The data START

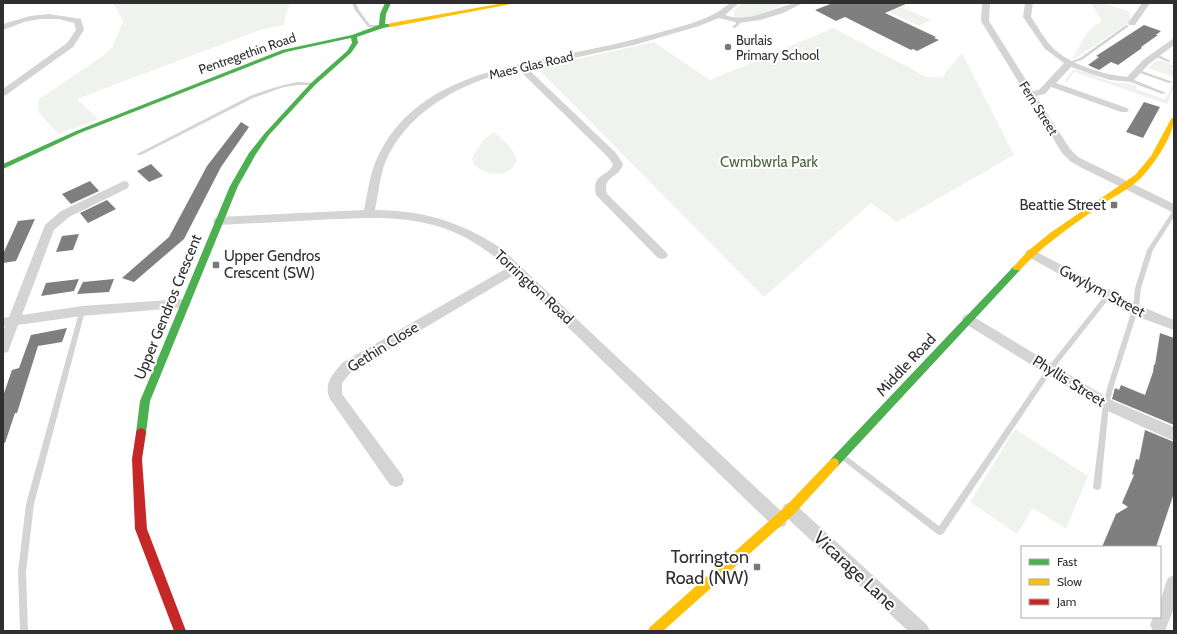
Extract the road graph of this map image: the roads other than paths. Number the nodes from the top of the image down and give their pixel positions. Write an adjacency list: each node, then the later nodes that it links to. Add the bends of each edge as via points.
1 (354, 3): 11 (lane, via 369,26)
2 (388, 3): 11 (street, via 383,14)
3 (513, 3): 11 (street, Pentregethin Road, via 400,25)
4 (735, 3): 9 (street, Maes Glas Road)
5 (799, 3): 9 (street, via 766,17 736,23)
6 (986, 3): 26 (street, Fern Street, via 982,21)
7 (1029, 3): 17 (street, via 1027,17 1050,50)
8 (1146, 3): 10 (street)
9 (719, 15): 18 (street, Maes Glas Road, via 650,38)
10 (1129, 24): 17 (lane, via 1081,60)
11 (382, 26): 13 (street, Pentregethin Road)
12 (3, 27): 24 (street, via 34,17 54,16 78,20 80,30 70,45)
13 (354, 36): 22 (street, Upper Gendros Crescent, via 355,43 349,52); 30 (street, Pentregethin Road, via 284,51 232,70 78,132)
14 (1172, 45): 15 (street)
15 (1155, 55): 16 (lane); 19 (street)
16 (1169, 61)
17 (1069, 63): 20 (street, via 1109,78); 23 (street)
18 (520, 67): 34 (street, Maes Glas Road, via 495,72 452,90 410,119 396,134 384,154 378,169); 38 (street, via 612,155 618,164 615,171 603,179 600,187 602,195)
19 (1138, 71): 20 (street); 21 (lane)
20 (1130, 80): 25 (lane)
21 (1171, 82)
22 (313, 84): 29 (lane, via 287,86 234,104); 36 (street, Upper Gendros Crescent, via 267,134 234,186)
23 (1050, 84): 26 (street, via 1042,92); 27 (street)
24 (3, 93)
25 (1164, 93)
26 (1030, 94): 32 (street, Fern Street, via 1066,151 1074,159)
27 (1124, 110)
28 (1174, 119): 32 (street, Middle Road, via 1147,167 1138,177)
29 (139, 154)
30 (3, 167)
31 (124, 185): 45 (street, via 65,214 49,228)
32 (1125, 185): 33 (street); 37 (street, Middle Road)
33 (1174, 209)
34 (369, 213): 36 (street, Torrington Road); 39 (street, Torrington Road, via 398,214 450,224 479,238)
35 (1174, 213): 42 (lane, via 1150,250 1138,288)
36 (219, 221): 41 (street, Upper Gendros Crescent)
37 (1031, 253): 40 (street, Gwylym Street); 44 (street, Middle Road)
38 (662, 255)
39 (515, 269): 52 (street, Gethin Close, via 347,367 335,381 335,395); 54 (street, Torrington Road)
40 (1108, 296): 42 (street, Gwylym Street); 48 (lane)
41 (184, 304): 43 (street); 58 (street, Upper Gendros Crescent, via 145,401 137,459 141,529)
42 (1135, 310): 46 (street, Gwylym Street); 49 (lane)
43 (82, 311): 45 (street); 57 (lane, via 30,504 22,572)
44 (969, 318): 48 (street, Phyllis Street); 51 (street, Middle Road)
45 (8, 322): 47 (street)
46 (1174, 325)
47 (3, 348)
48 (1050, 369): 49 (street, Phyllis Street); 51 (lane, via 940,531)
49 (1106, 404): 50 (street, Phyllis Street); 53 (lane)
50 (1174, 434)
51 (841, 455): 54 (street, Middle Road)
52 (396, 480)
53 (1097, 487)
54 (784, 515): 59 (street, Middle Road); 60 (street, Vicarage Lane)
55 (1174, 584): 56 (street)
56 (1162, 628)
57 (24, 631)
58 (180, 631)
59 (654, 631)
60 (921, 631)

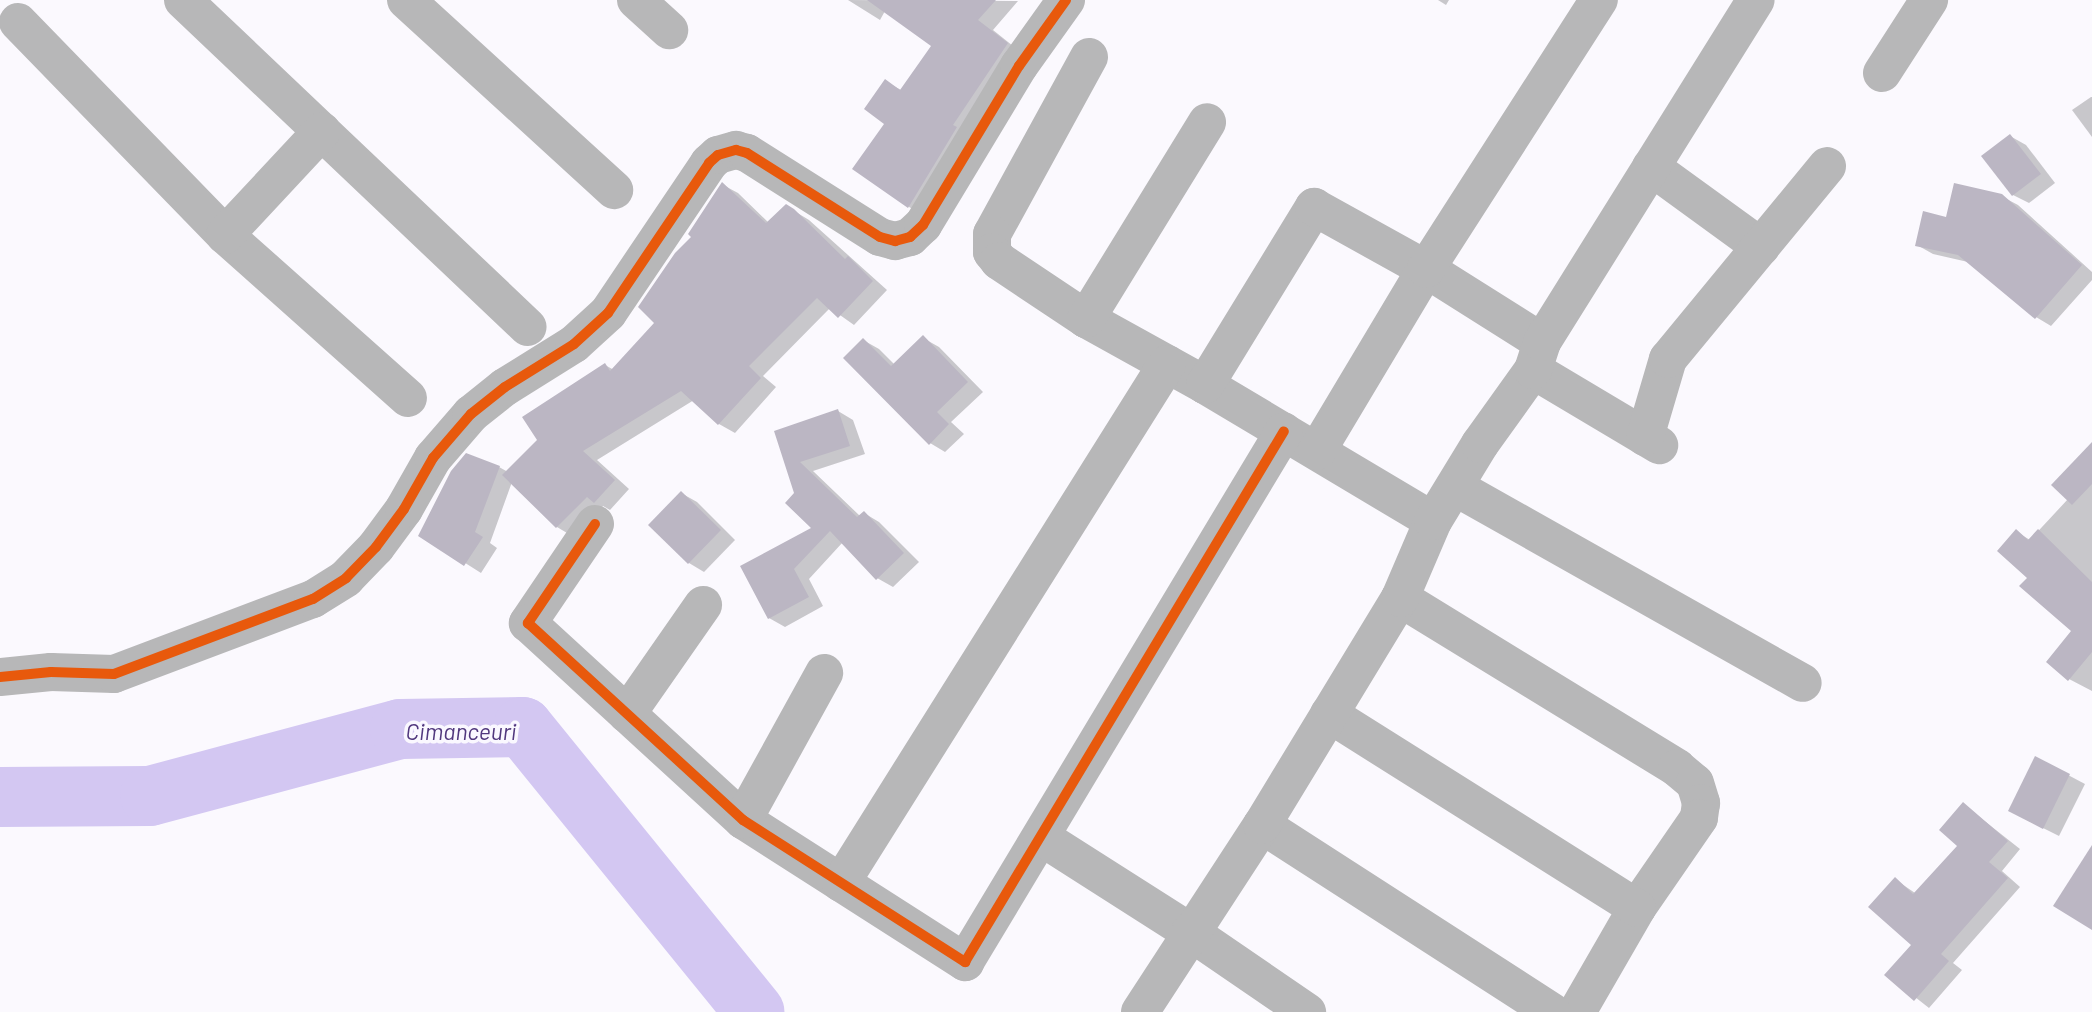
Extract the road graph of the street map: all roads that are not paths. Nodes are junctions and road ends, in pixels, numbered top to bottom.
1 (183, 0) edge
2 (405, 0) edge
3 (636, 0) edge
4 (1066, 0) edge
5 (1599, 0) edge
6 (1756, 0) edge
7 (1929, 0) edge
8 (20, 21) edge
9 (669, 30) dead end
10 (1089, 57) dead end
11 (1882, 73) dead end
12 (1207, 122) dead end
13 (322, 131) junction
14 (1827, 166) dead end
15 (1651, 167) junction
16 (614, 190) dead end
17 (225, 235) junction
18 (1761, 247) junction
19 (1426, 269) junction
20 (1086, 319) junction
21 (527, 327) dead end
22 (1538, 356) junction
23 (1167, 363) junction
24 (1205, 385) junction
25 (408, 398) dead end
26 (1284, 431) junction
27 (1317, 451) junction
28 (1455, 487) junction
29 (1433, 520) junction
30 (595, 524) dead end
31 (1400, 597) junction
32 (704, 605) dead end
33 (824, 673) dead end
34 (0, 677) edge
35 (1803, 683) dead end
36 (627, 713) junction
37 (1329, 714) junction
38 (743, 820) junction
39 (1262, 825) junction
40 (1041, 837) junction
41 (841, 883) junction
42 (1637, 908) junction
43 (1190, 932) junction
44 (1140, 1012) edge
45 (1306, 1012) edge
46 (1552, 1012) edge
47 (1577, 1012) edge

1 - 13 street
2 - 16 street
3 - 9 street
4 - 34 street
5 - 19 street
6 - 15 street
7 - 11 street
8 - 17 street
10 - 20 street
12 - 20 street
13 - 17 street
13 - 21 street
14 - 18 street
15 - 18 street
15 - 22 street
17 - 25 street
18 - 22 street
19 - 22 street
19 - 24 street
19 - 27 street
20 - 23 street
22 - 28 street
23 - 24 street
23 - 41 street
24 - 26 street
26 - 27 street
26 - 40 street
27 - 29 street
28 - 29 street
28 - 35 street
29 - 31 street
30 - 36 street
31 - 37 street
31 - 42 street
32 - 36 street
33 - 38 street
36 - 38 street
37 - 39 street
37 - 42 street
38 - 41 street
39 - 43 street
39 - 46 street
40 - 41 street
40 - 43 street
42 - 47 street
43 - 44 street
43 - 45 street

The data END

Scan the entries above for the word "Maes" and collect each line holding it.

4 (735, 3): 9 (street, Maes Glas Road)
9 (719, 15): 18 (street, Maes Glas Road, via 650,38)
18 (520, 67): 34 (street, Maes Glas Road, via 495,72 452,90 410,119 396,134 384,154 378,169); 38 (street, via 612,155 618,164 615,171 603,179 600,187 602,195)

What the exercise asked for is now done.